St. Joe's (4-3, 0-1 Big 5) played Temple (4-3, 2-0) tight Wednesday night but ultimately faded down the stretch and lost, 77-69 (see Instant Replay).

The Hawks ended up turning the ball over 15 times, and even though those giveaways resulted in only 13 Temple points, that's 15 times St. Joe's forfeited opportunities to score. Not to mention ...

"Missed dunks, missed layups, dropped balls, a missed assignment," Martelli detailed. "I mean, a simple assignment, staring right at you. You block out a [free throw] shooter at the end (see story).

"So that's on me. ... A more manly approach needed to be pulled out of them."

Which hasn't been the case in St. Joe's last two meetings against Temple. In those two games, both played on Hawk Hill over the last two seasons, 6-foot-8 forwards Ron Roberts and Halil Kanacevic often abused Temple underneath.

They looked like they were on their way to doing it again after the first half. Roberts entered the break with 11 points and six rebounds as Kanacevic scored seven and pulled down eight boards.

And then, in the second half, they both disappeared.

With Kanacevic, it was foul trouble, something that was common on Wednesday for players on both teams. He picked up his second, third and fourth fouls seven minutes into the second, and had to spend the rest of the game out of rhythm on offense-defense substitutions. After his fourth foul, Kanacevic went 0 for 2 from the floor without a point or a rebound, ending with 11 points and nine boards.
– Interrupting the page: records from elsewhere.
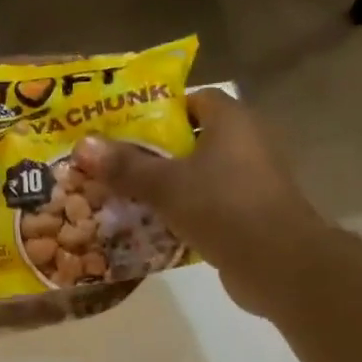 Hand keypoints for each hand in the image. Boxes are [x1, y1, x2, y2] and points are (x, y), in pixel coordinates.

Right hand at [74, 90, 327, 317]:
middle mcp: (247, 143)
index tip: (125, 127)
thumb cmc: (222, 207)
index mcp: (232, 121)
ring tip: (126, 196)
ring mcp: (252, 181)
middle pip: (194, 139)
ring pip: (200, 175)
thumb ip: (126, 166)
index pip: (194, 99)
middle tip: (116, 165)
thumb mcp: (165, 185)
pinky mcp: (250, 214)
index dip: (160, 109)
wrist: (277, 262)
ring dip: (169, 186)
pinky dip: (184, 212)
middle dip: (156, 152)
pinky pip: (209, 205)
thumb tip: (84, 146)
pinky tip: (153, 227) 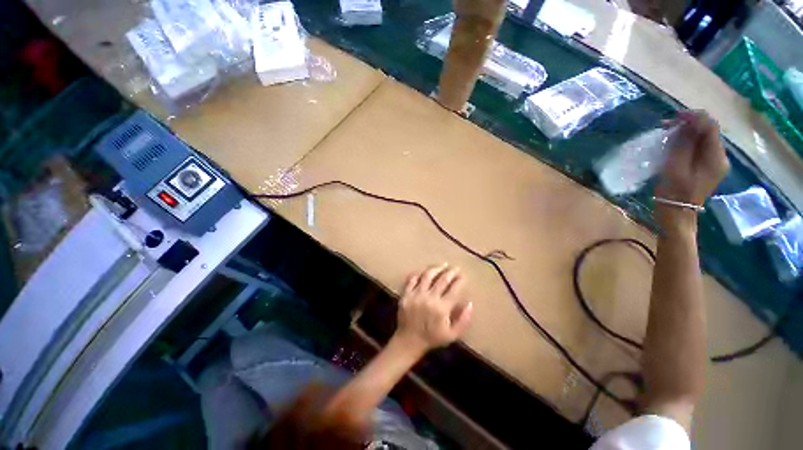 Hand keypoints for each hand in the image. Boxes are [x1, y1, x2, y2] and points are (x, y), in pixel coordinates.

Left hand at [394, 264, 472, 352]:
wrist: (409, 341)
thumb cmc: (432, 338)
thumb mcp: (452, 335)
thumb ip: (463, 320)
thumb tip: (470, 303)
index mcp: (442, 308)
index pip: (454, 289)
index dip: (460, 281)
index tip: (464, 276)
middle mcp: (429, 298)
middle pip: (442, 279)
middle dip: (451, 272)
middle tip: (456, 268)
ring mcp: (416, 294)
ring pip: (427, 275)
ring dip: (436, 268)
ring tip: (443, 265)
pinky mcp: (406, 294)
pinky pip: (412, 279)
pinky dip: (419, 273)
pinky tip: (425, 271)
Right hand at [657, 111, 729, 205]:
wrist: (676, 214)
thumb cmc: (674, 192)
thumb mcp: (676, 166)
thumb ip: (684, 144)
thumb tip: (687, 123)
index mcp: (716, 157)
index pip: (710, 126)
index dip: (694, 117)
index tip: (674, 116)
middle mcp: (720, 157)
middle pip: (707, 131)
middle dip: (688, 124)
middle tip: (666, 126)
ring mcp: (714, 162)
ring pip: (702, 138)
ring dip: (686, 133)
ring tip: (667, 134)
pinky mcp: (705, 166)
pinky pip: (698, 147)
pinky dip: (686, 142)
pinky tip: (674, 144) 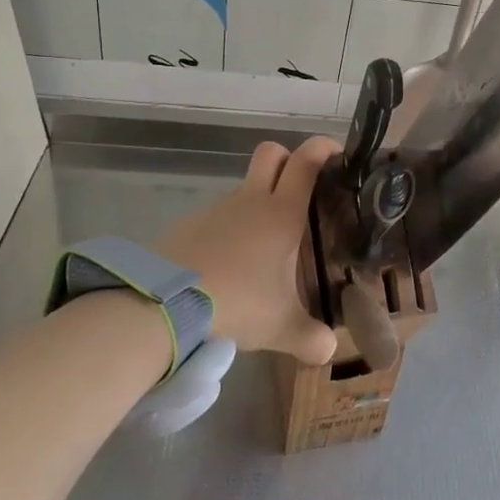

Roberts stayed on the floor, but was strangely ineffective. He didn't score in the second half until there were only 40 seconds left. He was cut on the head midway through the half after being called for an offensive foul -- his elbow left Temple's Devonate Watson gasping for air -- but Martelli said after the game that Roberts suffered no ill-effects other than minor bleeding that quickly stopped.

He finished with 13 points and eight rebounds. What did Temple finally do to solve the problem of Roberts, who came into the game averaging 18.5 points and 7.3 rebounds but posted just two and two in the second half?

"I don't know," Martelli said. "I don't know. We'll have to look at it. He had 13 shots and five turnovers. So that's 18 times he had the ball in his hands. That's a pretty good number.

"You know, it's another world, to be honest with you. Now he has to accept the challenge of being this highly touted. And he'll do that, because like I said, he has great character."

Senior Langston Galloway and freshman DeAndre Bembry were the other two Hawks in double figures.

Galloway did all he could to keep his team in the game, dropping a game-high 24 points on 8 for 16 shooting from the floor and 6 for 12 shooting from three. Sixteen of his 24 came in the second half. Problem was, if you remove Galloway, St. Joe's was 0 for 14 from behind the arc.

Bembry finished with 10 and was heating up himself before he hit his head on the floor. He subbed out for just under two minutes and was holding the back of his head and neck on the bench before returning to the game.

Martelli said afterwards that Bembry does not have a concussion but that he would be watched overnight by the training staff.

Outside of those four players, the rest of the team scored just nine points, and was outscored by Temple's bench 25-2.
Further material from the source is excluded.